- **WHAT THE TASK REQUIRES**: Beginning at the line that contains "Build a routing", reproduce every line to the end of the material without changing any of them.
--
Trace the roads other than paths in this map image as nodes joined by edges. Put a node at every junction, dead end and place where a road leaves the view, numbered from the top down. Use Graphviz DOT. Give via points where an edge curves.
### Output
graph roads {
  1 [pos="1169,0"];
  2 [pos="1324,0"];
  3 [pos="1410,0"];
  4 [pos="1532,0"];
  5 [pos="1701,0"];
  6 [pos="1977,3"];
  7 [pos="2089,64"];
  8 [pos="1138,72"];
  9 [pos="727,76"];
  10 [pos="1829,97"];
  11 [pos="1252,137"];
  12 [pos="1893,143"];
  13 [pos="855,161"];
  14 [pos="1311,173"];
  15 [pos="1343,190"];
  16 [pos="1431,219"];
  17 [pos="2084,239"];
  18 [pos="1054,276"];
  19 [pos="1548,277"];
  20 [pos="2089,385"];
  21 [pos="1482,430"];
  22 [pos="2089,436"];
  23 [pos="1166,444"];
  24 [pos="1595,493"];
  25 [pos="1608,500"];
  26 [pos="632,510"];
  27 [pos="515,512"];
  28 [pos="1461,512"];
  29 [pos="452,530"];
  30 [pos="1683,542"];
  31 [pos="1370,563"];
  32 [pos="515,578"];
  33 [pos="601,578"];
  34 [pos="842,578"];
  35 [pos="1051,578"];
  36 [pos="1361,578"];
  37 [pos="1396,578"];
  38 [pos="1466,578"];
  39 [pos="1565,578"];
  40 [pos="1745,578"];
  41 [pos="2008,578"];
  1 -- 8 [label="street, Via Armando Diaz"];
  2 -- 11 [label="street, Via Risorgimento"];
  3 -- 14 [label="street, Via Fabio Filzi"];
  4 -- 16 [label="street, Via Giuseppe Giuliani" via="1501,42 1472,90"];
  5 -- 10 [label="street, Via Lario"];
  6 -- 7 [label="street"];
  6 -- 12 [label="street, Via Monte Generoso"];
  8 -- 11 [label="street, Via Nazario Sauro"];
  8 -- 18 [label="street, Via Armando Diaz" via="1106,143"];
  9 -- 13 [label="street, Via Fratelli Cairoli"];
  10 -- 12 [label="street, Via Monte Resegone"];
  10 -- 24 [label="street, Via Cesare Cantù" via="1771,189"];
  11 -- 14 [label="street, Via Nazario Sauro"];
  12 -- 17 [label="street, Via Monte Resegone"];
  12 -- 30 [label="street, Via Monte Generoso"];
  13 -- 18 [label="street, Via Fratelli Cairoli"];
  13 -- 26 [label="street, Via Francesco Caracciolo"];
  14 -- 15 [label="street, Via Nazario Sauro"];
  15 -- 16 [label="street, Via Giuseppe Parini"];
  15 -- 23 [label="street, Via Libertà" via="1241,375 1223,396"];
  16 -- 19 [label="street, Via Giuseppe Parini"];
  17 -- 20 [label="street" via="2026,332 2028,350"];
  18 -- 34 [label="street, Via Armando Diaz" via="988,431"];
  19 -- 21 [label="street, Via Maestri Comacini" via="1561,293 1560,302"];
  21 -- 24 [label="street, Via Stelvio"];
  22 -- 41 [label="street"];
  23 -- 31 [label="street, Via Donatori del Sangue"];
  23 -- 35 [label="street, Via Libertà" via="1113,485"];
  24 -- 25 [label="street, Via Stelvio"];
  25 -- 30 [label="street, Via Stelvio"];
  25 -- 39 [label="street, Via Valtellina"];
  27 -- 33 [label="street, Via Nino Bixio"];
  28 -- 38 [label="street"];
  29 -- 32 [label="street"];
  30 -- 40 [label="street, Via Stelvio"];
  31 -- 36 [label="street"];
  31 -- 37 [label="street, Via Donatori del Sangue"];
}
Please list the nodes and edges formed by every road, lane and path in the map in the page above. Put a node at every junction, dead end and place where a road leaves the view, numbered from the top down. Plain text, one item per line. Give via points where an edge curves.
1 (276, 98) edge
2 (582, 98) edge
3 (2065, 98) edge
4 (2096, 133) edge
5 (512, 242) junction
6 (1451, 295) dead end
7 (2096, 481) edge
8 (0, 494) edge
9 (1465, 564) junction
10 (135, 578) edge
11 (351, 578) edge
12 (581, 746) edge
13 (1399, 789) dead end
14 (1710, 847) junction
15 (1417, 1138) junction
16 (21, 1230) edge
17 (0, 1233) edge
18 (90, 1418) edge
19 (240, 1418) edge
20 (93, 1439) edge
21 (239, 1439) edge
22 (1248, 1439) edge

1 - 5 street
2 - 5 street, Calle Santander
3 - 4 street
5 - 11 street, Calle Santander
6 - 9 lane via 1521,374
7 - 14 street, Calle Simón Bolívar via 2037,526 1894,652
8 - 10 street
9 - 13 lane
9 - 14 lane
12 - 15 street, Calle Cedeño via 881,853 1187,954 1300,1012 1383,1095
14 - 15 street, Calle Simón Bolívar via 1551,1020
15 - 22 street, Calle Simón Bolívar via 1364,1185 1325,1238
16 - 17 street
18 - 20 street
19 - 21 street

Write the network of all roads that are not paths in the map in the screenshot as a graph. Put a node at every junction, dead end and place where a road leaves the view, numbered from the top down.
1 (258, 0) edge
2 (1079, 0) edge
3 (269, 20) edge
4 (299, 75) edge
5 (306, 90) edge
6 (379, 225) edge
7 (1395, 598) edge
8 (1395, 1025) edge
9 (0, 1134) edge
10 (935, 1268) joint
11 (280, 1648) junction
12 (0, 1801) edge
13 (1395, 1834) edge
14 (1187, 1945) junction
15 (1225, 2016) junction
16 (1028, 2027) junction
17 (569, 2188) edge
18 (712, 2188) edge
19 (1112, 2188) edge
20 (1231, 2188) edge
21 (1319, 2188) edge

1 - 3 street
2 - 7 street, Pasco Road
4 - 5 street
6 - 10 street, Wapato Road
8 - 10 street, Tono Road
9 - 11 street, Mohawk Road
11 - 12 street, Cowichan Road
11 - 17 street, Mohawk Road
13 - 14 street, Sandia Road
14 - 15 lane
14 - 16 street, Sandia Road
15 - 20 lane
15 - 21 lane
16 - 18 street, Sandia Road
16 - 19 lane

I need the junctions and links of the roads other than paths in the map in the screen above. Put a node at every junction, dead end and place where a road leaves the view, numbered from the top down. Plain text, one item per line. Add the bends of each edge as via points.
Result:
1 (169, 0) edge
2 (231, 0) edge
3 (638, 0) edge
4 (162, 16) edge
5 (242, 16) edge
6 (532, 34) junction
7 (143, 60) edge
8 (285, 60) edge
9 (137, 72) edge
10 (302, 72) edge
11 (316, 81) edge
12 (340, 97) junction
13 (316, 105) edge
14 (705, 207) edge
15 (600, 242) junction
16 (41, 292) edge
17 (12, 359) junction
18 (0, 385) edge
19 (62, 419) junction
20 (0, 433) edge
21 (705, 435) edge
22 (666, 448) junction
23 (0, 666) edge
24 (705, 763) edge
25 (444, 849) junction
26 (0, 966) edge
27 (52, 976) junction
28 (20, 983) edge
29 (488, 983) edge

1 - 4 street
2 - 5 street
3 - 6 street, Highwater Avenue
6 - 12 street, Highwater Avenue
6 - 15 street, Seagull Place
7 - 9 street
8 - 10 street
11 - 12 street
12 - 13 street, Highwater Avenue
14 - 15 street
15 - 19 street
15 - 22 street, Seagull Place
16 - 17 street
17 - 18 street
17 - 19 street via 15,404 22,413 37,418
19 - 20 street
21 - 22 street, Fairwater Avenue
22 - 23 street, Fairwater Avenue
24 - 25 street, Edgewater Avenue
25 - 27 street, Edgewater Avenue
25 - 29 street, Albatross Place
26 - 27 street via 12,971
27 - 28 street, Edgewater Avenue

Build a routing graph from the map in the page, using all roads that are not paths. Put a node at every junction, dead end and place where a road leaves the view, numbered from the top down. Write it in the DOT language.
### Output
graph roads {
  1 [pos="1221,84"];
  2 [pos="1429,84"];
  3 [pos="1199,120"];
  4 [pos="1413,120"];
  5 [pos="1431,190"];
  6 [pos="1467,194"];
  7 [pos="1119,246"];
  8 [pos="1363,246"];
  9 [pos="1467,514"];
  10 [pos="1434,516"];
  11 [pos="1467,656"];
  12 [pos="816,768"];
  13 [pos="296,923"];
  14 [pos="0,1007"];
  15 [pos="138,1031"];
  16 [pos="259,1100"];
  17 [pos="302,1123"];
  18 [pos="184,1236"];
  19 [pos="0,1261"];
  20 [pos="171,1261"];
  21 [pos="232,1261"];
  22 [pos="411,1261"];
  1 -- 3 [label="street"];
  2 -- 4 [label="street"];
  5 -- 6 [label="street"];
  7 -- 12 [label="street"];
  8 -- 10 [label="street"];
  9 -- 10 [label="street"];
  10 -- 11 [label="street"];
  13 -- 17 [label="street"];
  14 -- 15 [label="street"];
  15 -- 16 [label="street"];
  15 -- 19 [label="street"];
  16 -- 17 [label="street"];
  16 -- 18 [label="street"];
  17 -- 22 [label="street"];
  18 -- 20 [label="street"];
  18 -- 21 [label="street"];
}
--
- **RESPONSE**:
Build a routing graph from the map in the page, using all roads that are not paths. Put a node at every junction, dead end and place where a road leaves the view, numbered from the top down. Write it in the DOT language.
### Output
graph roads {
  1 [pos="1221,84"];
  2 [pos="1429,84"];
  3 [pos="1199,120"];
  4 [pos="1413,120"];
  5 [pos="1431,190"];
  6 [pos="1467,194"];
  7 [pos="1119,246"];
  8 [pos="1363,246"];
  9 [pos="1467,514"];
  10 [pos="1434,516"];
  11 [pos="1467,656"];
  12 [pos="816,768"];
  13 [pos="296,923"];
  14 [pos="0,1007"];
  15 [pos="138,1031"];
  16 [pos="259,1100"];
  17 [pos="302,1123"];
  18 [pos="184,1236"];
  19 [pos="0,1261"];
  20 [pos="171,1261"];
  21 [pos="232,1261"];
  22 [pos="411,1261"];
  1 -- 3 [label="street"];
  2 -- 4 [label="street"];
  5 -- 6 [label="street"];
  7 -- 12 [label="street"];
  8 -- 10 [label="street"];
  9 -- 10 [label="street"];
  10 -- 11 [label="street"];
  13 -- 17 [label="street"];
  14 -- 15 [label="street"];
  15 -- 16 [label="street"];
  15 -- 19 [label="street"];
  16 -- 17 [label="street"];
  16 -- 18 [label="street"];
  17 -- 22 [label="street"];
  18 -- 20 [label="street"];
  18 -- 21 [label="street"];
}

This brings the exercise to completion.